- **GOAL OF THE EXERCISE**:
Below are records; repeat them all exactly.

- **DATASET**:
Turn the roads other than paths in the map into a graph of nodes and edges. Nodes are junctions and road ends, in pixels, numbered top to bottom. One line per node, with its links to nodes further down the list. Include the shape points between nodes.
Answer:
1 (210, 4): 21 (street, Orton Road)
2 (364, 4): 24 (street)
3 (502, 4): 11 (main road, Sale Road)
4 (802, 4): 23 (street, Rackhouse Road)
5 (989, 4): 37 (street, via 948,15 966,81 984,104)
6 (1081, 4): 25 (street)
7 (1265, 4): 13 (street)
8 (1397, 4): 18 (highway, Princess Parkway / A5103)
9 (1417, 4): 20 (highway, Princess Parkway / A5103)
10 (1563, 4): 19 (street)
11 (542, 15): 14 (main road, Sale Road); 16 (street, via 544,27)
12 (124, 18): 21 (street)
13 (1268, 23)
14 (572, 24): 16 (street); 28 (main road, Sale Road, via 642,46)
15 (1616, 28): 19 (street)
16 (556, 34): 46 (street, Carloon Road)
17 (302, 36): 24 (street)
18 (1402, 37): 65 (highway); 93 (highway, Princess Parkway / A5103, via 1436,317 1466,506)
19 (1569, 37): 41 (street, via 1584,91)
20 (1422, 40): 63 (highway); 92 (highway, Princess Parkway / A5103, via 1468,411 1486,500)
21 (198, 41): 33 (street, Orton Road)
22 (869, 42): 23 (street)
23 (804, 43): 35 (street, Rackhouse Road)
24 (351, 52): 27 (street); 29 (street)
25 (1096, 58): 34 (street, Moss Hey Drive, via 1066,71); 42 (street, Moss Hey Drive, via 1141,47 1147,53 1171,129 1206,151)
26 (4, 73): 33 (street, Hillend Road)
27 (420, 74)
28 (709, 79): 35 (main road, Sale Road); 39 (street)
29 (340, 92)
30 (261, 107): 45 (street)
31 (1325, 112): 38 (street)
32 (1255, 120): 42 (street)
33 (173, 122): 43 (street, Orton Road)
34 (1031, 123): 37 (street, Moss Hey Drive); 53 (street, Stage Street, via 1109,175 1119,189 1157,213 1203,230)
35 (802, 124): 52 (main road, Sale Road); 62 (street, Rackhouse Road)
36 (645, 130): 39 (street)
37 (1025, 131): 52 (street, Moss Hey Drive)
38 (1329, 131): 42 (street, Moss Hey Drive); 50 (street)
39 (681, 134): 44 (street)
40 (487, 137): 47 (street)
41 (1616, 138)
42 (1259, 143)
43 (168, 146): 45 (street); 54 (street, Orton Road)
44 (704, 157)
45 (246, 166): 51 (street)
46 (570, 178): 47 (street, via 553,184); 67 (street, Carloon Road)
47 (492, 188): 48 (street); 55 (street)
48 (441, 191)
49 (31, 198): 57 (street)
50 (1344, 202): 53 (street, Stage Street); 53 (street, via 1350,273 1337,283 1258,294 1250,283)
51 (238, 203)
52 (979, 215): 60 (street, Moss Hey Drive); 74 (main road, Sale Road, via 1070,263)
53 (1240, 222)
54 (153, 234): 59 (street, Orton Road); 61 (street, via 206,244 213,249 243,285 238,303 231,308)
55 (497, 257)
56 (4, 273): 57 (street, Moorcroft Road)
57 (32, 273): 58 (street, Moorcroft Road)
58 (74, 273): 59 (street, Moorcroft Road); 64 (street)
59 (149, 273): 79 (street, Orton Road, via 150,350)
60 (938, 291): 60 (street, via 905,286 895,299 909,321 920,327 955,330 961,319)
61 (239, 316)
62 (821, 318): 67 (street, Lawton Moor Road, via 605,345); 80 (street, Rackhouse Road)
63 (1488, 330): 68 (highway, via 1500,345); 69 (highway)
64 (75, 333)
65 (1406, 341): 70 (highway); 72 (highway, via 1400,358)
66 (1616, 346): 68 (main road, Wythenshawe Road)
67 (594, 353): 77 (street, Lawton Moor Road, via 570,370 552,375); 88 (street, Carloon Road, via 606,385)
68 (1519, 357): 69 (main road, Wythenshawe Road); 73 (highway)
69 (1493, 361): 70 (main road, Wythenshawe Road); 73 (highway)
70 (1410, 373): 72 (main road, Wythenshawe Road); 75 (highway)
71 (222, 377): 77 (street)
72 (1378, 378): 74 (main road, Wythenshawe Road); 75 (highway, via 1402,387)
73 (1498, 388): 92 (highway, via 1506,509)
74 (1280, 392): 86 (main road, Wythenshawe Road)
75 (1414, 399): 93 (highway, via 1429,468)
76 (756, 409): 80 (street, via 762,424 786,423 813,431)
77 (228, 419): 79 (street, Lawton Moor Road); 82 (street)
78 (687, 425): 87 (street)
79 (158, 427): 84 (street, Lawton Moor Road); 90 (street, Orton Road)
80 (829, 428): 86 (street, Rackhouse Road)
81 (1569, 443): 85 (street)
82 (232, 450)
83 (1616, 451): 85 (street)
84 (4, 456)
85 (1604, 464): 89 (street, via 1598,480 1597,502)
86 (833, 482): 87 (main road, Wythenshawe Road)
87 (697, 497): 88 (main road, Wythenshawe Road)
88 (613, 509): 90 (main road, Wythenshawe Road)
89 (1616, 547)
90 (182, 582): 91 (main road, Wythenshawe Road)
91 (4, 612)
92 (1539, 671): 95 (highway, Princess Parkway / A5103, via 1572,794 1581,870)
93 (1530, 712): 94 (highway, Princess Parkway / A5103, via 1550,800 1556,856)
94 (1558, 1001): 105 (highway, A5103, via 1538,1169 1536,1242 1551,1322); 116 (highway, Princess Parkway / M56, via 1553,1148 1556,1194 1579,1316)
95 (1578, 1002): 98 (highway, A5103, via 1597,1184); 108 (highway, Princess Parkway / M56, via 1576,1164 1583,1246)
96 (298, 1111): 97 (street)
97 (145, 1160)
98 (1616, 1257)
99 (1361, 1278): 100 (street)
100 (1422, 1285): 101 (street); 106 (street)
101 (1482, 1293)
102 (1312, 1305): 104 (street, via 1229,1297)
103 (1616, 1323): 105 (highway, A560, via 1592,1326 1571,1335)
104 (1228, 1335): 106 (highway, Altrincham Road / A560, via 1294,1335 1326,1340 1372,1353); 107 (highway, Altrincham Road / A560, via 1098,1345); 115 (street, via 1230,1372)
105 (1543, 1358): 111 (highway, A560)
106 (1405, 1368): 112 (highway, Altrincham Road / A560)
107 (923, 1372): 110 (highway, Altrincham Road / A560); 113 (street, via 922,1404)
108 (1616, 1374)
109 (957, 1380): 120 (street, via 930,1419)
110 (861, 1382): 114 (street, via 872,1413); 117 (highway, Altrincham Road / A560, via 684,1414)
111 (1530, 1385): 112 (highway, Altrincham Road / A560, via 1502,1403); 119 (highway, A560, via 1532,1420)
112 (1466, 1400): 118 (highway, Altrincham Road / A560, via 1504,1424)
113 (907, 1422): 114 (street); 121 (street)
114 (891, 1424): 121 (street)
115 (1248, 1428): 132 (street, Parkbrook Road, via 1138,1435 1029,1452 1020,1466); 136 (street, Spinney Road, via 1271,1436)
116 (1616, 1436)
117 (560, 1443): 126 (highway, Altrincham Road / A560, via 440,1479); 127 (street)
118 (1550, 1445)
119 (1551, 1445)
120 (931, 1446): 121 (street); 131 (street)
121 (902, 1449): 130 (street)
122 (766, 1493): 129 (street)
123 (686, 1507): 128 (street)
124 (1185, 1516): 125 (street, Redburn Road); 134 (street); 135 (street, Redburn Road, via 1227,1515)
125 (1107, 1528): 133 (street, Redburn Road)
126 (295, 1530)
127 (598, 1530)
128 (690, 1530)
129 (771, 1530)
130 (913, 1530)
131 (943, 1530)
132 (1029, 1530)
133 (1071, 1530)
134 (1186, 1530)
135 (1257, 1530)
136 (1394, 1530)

- **RESULT**:
Turn the roads other than paths in the map into a graph of nodes and edges. Nodes are junctions and road ends, in pixels, numbered top to bottom. One line per node, with its links to nodes further down the list. Include the shape points between nodes.
Answer:
1 (210, 4): 21 (street, Orton Road)
2 (364, 4): 24 (street)
3 (502, 4): 11 (main road, Sale Road)
4 (802, 4): 23 (street, Rackhouse Road)
5 (989, 4): 37 (street, via 948,15 966,81 984,104)
6 (1081, 4): 25 (street)
7 (1265, 4): 13 (street)
8 (1397, 4): 18 (highway, Princess Parkway / A5103)
9 (1417, 4): 20 (highway, Princess Parkway / A5103)
10 (1563, 4): 19 (street)
11 (542, 15): 14 (main road, Sale Road); 16 (street, via 544,27)
12 (124, 18): 21 (street)
13 (1268, 23)
14 (572, 24): 16 (street); 28 (main road, Sale Road, via 642,46)
15 (1616, 28): 19 (street)
16 (556, 34): 46 (street, Carloon Road)
17 (302, 36): 24 (street)
18 (1402, 37): 65 (highway); 93 (highway, Princess Parkway / A5103, via 1436,317 1466,506)
19 (1569, 37): 41 (street, via 1584,91)
20 (1422, 40): 63 (highway); 92 (highway, Princess Parkway / A5103, via 1468,411 1486,500)
21 (198, 41): 33 (street, Orton Road)
22 (869, 42): 23 (street)
23 (804, 43): 35 (street, Rackhouse Road)
24 (351, 52): 27 (street); 29 (street)
25 (1096, 58): 34 (street, Moss Hey Drive, via 1066,71); 42 (street, Moss Hey Drive, via 1141,47 1147,53 1171,129 1206,151)
26 (4, 73): 33 (street, Hillend Road)
27 (420, 74)
28 (709, 79): 35 (main road, Sale Road); 39 (street)
29 (340, 92)
30 (261, 107): 45 (street)
31 (1325, 112): 38 (street)
32 (1255, 120): 42 (street)
33 (173, 122): 43 (street, Orton Road)
34 (1031, 123): 37 (street, Moss Hey Drive); 53 (street, Stage Street, via 1109,175 1119,189 1157,213 1203,230)
35 (802, 124): 52 (main road, Sale Road); 62 (street, Rackhouse Road)
36 (645, 130): 39 (street)
37 (1025, 131): 52 (street, Moss Hey Drive)
38 (1329, 131): 42 (street, Moss Hey Drive); 50 (street)
39 (681, 134): 44 (street)
40 (487, 137): 47 (street)
41 (1616, 138)
42 (1259, 143)
43 (168, 146): 45 (street); 54 (street, Orton Road)
44 (704, 157)
45 (246, 166): 51 (street)
46 (570, 178): 47 (street, via 553,184); 67 (street, Carloon Road)
47 (492, 188): 48 (street); 55 (street)
48 (441, 191)
49 (31, 198): 57 (street)
50 (1344, 202): 53 (street, Stage Street); 53 (street, via 1350,273 1337,283 1258,294 1250,283)
51 (238, 203)
52 (979, 215): 60 (street, Moss Hey Drive); 74 (main road, Sale Road, via 1070,263)
53 (1240, 222)
54 (153, 234): 59 (street, Orton Road); 61 (street, via 206,244 213,249 243,285 238,303 231,308)
55 (497, 257)
56 (4, 273): 57 (street, Moorcroft Road)
57 (32, 273): 58 (street, Moorcroft Road)
58 (74, 273): 59 (street, Moorcroft Road); 64 (street)
59 (149, 273): 79 (street, Orton Road, via 150,350)
60 (938, 291): 60 (street, via 905,286 895,299 909,321 920,327 955,330 961,319)
61 (239, 316)
62 (821, 318): 67 (street, Lawton Moor Road, via 605,345); 80 (street, Rackhouse Road)
63 (1488, 330): 68 (highway, via 1500,345); 69 (highway)
64 (75, 333)
65 (1406, 341): 70 (highway); 72 (highway, via 1400,358)
66 (1616, 346): 68 (main road, Wythenshawe Road)
67 (594, 353): 77 (street, Lawton Moor Road, via 570,370 552,375); 88 (street, Carloon Road, via 606,385)
68 (1519, 357): 69 (main road, Wythenshawe Road); 73 (highway)
69 (1493, 361): 70 (main road, Wythenshawe Road); 73 (highway)
70 (1410, 373): 72 (main road, Wythenshawe Road); 75 (highway)
71 (222, 377): 77 (street)
72 (1378, 378): 74 (main road, Wythenshawe Road); 75 (highway, via 1402,387)
73 (1498, 388): 92 (highway, via 1506,509)
74 (1280, 392): 86 (main road, Wythenshawe Road)
75 (1414, 399): 93 (highway, via 1429,468)
76 (756, 409): 80 (street, via 762,424 786,423 813,431)
77 (228, 419): 79 (street, Lawton Moor Road); 82 (street)
78 (687, 425): 87 (street)
79 (158, 427): 84 (street, Lawton Moor Road); 90 (street, Orton Road)
80 (829, 428): 86 (street, Rackhouse Road)
81 (1569, 443): 85 (street)
82 (232, 450)
83 (1616, 451): 85 (street)
84 (4, 456)
85 (1604, 464): 89 (street, via 1598,480 1597,502)
86 (833, 482): 87 (main road, Wythenshawe Road)
87 (697, 497): 88 (main road, Wythenshawe Road)
88 (613, 509): 90 (main road, Wythenshawe Road)
89 (1616, 547)
90 (182, 582): 91 (main road, Wythenshawe Road)
91 (4, 612)
92 (1539, 671): 95 (highway, Princess Parkway / A5103, via 1572,794 1581,870)
93 (1530, 712): 94 (highway, Princess Parkway / A5103, via 1550,800 1556,856)
94 (1558, 1001): 105 (highway, A5103, via 1538,1169 1536,1242 1551,1322); 116 (highway, Princess Parkway / M56, via 1553,1148 1556,1194 1579,1316)
95 (1578, 1002): 98 (highway, A5103, via 1597,1184); 108 (highway, Princess Parkway / M56, via 1576,1164 1583,1246)
96 (298, 1111): 97 (street)
97 (145, 1160)
98 (1616, 1257)
99 (1361, 1278): 100 (street)
100 (1422, 1285): 101 (street); 106 (street)
101 (1482, 1293)
102 (1312, 1305): 104 (street, via 1229,1297)
103 (1616, 1323): 105 (highway, A560, via 1592,1326 1571,1335)
104 (1228, 1335): 106 (highway, Altrincham Road / A560, via 1294,1335 1326,1340 1372,1353); 107 (highway, Altrincham Road / A560, via 1098,1345); 115 (street, via 1230,1372)
105 (1543, 1358): 111 (highway, A560)
106 (1405, 1368): 112 (highway, Altrincham Road / A560)
107 (923, 1372): 110 (highway, Altrincham Road / A560); 113 (street, via 922,1404)
108 (1616, 1374)
109 (957, 1380): 120 (street, via 930,1419)
110 (861, 1382): 114 (street, via 872,1413); 117 (highway, Altrincham Road / A560, via 684,1414)
111 (1530, 1385): 112 (highway, Altrincham Road / A560, via 1502,1403); 119 (highway, A560, via 1532,1420)
112 (1466, 1400): 118 (highway, Altrincham Road / A560, via 1504,1424)
113 (907, 1422): 114 (street); 121 (street)
114 (891, 1424): 121 (street)
115 (1248, 1428): 132 (street, Parkbrook Road, via 1138,1435 1029,1452 1020,1466); 136 (street, Spinney Road, via 1271,1436)
116 (1616, 1436)
117 (560, 1443): 126 (highway, Altrincham Road / A560, via 440,1479); 127 (street)
118 (1550, 1445)
119 (1551, 1445)
120 (931, 1446): 121 (street); 131 (street)
121 (902, 1449): 130 (street)
122 (766, 1493): 129 (street)
123 (686, 1507): 128 (street)
124 (1185, 1516): 125 (street, Redburn Road); 134 (street); 135 (street, Redburn Road, via 1227,1515)
125 (1107, 1528): 133 (street, Redburn Road)
126 (295, 1530)
127 (598, 1530)
128 (690, 1530)
129 (771, 1530)
130 (913, 1530)
131 (943, 1530)
132 (1029, 1530)
133 (1071, 1530)
134 (1186, 1530)
135 (1257, 1530)
136 (1394, 1530)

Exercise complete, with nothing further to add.